Second, at the centre of the new instability is a crisis of governance. Local, city and regional communities and authorities are challenging central governments and the ruling metropolitan political elites for their neglect of the less prosperous groups and areas in society, whilst those same elites are often the beneficiaries of the globalization they promote and applaud. Many politicians – and not a few academics – regard globalization as some sort of ineluctable all-pervasive force – akin to gravity – to which national, city and regional economies have no choice but to comply and bend. But globalization is not something pre-given ‘out there’; it is constructed and configured by big business, central governments and global institutions. And as such it is contestable and can be changed. To many, the model of globalization that has been developed over the past 30 years or so is in crisis. We need a more inclusive, more democratic model of globalization. A major wave of disillusionment with the pro-globalisation, neoliberal ‘establishment’ has been unleashed. Cities and regions want more devolved powers and finances to carve their own futures. The whole issue of local governance is on the agenda, and here too there are major opportunities for regional studies to inform and shape the debate.
And thirdly, there is the issue of policy. Macro-economic policy – like the macroeconomic theory on which it has based – is in disarray. Yet at the same time, there is growing recognition amongst policy makers and bodies that geography matters – that cities and regions are not mere bystanders in the drama that is sustainable macro-economic growth, but the key players. The challenge here is to help every city and region to realize its particular potential, or to develop that potential if it has been eroded or rendered obsolete, while at the same time ensuring no city or region gets left behind – ensuring national spatial socio-economic balance and coherence. This surely is one of the big policy issues of our times, and regional studies ought to be well placed to contribute to its solution.
So, the ‘new pressures on cities and regions’ are simultaneously major opportunities for us as regional and urban analysts to make a positive impact.

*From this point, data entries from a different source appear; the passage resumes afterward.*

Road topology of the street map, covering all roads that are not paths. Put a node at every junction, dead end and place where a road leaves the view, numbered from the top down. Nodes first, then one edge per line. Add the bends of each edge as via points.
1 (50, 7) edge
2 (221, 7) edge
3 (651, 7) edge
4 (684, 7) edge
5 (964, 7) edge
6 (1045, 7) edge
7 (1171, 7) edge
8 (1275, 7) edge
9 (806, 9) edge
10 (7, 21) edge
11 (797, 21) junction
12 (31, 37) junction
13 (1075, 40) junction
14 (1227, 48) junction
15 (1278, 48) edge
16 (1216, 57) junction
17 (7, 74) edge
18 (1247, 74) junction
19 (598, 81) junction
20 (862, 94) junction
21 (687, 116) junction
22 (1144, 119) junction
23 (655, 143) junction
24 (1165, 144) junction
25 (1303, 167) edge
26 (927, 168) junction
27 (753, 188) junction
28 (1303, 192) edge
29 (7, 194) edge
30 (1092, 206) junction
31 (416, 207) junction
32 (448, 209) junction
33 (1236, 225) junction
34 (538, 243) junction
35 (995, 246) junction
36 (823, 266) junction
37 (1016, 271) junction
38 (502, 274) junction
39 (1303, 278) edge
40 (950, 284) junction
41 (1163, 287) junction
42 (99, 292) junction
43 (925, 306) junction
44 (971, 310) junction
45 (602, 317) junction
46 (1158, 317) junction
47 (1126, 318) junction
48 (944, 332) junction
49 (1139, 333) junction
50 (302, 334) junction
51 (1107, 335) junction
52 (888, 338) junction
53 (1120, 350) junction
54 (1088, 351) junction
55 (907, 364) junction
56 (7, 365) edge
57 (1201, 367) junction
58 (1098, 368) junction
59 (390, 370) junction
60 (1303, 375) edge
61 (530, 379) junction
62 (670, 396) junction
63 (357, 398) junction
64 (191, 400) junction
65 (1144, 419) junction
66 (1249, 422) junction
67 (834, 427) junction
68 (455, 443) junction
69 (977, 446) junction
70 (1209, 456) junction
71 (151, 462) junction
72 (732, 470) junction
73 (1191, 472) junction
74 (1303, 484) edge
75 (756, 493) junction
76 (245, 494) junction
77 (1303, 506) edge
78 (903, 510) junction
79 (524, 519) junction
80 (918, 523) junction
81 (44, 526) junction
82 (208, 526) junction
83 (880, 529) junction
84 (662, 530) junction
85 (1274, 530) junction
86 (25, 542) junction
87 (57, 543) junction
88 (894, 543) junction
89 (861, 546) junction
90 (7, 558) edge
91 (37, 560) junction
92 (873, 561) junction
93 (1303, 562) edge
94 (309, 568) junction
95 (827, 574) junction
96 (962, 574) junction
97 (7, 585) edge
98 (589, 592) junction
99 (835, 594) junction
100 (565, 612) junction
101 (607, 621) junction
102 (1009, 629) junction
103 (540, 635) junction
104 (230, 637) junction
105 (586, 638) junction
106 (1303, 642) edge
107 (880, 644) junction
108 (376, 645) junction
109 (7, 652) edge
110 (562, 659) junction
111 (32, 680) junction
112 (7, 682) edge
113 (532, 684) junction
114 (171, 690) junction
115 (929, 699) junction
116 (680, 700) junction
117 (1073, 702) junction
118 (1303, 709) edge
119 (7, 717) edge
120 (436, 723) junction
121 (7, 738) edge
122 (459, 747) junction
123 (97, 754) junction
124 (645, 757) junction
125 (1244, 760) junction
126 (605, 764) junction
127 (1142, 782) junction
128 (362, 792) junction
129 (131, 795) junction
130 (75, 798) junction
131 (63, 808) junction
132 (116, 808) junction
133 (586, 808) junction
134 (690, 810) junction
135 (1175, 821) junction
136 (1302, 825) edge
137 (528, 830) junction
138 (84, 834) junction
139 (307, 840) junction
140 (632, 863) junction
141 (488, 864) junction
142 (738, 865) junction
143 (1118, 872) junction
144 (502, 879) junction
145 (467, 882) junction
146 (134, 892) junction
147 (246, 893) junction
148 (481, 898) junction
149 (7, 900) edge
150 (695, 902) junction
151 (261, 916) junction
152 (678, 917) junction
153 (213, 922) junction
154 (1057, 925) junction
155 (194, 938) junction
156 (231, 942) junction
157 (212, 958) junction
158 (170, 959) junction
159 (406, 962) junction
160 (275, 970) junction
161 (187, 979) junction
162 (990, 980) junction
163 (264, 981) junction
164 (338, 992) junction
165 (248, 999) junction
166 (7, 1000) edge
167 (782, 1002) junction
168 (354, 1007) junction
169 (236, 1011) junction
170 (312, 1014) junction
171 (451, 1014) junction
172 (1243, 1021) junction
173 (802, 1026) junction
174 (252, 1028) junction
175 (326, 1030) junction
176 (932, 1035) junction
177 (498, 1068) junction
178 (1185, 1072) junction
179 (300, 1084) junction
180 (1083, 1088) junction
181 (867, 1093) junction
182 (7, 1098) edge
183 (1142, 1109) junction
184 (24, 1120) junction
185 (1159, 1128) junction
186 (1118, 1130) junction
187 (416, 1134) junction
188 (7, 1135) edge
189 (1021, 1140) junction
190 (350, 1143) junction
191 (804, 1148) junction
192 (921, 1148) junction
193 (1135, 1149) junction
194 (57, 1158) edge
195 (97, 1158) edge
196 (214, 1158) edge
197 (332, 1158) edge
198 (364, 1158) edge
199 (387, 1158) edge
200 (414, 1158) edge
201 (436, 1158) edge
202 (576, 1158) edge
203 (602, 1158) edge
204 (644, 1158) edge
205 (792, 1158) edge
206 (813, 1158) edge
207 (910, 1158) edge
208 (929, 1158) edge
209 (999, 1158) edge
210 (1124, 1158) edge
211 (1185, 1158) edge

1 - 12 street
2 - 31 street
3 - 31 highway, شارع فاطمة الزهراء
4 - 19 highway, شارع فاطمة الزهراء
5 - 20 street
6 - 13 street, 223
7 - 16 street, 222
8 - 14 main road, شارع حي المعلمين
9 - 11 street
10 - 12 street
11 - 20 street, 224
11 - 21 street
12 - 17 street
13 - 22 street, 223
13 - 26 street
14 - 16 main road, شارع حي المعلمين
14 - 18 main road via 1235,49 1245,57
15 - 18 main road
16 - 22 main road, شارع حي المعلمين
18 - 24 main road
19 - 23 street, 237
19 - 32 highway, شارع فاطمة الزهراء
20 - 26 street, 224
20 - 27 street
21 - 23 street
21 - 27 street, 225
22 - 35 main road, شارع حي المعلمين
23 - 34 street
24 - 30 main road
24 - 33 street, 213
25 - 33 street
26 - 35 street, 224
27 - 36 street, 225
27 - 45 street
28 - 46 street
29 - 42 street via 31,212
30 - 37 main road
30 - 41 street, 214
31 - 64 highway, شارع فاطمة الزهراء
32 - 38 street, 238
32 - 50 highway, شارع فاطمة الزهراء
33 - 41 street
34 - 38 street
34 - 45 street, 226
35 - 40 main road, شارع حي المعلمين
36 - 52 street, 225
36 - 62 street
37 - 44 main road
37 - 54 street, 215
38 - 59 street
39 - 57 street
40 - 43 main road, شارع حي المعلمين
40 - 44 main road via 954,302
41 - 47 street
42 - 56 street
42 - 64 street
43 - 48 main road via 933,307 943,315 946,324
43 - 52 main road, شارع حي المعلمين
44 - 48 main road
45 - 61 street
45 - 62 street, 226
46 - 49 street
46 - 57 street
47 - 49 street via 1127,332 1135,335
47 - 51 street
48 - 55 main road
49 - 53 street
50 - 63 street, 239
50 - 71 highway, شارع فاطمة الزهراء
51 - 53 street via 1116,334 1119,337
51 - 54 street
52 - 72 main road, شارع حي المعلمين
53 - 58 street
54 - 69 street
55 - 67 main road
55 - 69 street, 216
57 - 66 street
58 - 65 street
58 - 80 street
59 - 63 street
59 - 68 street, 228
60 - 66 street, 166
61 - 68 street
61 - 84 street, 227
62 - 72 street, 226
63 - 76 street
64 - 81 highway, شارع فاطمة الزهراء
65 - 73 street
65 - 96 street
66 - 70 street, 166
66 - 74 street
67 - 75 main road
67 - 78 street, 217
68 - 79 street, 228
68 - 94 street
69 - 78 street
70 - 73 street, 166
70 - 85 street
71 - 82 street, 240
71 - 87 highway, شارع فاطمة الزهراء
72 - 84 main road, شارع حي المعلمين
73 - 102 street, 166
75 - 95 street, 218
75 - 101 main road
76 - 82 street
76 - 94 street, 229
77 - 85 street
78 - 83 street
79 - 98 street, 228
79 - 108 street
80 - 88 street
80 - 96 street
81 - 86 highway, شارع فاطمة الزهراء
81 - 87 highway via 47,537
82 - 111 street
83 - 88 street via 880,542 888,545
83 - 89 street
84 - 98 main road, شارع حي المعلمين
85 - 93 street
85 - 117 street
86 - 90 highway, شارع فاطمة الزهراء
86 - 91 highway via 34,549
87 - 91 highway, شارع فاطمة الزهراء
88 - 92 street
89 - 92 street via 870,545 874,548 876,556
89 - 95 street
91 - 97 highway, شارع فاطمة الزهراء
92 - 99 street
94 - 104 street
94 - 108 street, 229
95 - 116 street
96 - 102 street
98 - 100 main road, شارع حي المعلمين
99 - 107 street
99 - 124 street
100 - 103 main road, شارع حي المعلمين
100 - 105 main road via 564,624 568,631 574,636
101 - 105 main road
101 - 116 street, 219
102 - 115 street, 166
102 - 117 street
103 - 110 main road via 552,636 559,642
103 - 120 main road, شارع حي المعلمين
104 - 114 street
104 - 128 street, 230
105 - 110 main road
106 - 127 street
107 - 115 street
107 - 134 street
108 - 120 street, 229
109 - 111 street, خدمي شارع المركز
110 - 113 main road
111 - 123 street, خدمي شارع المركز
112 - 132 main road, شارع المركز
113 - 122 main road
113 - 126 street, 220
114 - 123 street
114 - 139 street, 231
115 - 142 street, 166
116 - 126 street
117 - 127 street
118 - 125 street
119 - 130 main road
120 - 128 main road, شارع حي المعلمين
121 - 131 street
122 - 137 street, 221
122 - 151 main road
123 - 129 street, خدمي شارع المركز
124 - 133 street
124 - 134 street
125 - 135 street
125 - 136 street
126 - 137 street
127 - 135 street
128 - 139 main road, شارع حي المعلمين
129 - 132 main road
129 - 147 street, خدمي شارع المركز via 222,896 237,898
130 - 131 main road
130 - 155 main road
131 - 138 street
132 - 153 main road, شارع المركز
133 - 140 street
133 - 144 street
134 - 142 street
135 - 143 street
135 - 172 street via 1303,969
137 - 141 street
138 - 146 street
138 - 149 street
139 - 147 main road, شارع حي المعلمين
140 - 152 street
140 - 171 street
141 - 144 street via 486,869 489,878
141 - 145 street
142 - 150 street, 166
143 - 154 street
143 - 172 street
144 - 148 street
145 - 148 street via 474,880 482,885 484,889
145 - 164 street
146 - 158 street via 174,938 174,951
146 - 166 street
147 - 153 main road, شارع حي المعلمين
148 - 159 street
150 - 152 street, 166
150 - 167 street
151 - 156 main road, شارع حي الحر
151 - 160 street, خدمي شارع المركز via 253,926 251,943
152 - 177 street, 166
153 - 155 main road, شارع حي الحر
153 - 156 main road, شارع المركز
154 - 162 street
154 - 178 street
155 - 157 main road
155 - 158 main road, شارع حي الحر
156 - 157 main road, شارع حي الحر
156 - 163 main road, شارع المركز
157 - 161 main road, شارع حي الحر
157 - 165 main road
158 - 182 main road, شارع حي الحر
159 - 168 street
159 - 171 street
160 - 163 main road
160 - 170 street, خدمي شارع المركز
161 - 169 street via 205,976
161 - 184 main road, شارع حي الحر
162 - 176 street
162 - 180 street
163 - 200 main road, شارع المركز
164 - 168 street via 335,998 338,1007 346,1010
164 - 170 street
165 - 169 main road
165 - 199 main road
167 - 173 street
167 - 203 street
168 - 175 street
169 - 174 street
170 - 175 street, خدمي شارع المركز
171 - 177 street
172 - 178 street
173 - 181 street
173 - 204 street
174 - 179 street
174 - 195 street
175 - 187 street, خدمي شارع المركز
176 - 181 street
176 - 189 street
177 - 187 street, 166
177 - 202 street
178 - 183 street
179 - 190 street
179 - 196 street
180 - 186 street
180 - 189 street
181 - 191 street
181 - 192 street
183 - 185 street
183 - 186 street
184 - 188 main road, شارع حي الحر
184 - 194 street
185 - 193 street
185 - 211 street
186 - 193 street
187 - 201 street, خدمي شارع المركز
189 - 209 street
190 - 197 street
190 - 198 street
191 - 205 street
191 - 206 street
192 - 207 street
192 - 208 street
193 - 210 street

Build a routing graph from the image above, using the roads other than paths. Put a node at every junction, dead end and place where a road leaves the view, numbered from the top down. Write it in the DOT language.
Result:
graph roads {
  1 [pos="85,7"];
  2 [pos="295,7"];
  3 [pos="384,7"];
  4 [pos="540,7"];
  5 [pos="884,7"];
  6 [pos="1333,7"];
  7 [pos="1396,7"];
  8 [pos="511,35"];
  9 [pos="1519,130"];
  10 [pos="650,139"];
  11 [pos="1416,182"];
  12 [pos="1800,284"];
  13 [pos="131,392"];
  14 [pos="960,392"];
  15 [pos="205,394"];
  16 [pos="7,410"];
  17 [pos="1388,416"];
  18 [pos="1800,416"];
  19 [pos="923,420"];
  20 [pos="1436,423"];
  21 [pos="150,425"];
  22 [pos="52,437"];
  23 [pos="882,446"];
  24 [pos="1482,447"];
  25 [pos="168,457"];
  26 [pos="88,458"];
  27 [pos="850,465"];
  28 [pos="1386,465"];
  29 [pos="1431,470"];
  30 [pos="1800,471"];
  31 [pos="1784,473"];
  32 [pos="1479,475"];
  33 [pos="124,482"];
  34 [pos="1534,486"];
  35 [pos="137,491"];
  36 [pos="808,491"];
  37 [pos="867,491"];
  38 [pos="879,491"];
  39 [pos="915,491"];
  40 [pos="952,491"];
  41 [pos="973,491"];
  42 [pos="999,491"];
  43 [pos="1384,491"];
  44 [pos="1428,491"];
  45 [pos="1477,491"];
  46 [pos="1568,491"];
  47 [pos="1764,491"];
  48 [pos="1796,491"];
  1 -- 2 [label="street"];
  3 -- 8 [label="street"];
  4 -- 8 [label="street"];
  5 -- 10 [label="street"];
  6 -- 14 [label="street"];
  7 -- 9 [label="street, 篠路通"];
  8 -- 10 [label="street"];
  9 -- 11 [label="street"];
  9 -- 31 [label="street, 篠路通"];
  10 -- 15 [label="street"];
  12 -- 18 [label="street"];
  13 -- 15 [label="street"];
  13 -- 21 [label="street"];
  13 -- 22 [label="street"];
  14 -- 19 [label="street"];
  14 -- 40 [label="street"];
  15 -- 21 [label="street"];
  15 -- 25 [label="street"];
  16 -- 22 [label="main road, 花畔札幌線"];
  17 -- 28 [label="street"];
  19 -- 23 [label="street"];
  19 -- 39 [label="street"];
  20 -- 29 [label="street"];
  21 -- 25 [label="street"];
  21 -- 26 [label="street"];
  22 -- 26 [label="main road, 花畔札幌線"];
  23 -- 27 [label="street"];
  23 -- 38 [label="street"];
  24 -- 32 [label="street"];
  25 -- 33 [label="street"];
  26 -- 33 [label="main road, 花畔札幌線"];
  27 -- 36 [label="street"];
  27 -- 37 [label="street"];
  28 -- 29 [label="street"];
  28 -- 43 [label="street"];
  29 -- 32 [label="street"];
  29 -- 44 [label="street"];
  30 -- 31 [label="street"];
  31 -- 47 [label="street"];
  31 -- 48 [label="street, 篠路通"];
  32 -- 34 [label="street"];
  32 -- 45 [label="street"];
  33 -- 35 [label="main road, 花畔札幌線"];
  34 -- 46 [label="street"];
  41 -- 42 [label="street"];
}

The time is ripe, indeed overdue, for regional and urban studies to play a much more prominent role in the policy transformations that are almost certain to unfold, indeed in some cases have already begun to unfold in various countries. These times of turbulence, disruption and inequality are also times of opportunity for regional studies.
‘Carpe Diem’
How do we seize that opportunity? We now have a highly impressive and diverse array of theories and concepts in regional studies, all of which have some degree of validity and usefulness. But each on its own is insufficient as a basis for responding to the challenges of our times. Big issues require big thinking, thinking that focuses on fundamentals rather than fads, and which above all takes a more holistic rather than particularistic perspective. We should set our sights high, and not be content with simply identifying the lack of innovation here, the weakness of purposive institutions there, or again how to promote a cluster here, or re-create a local supply chain there, nor with thinking that adding the prefix ‘smart’ to every concept or policy is a sufficient response. As John Maynard Keynes said in relation to the Great Depression: “Economists set themselves too easy, too useless a task if in tempestuous seasons they can only tell us that when the storm is long past the ocean is flat again”. His response was very much that new pressures require bold new thinking. That, too, should be our guiding maxim.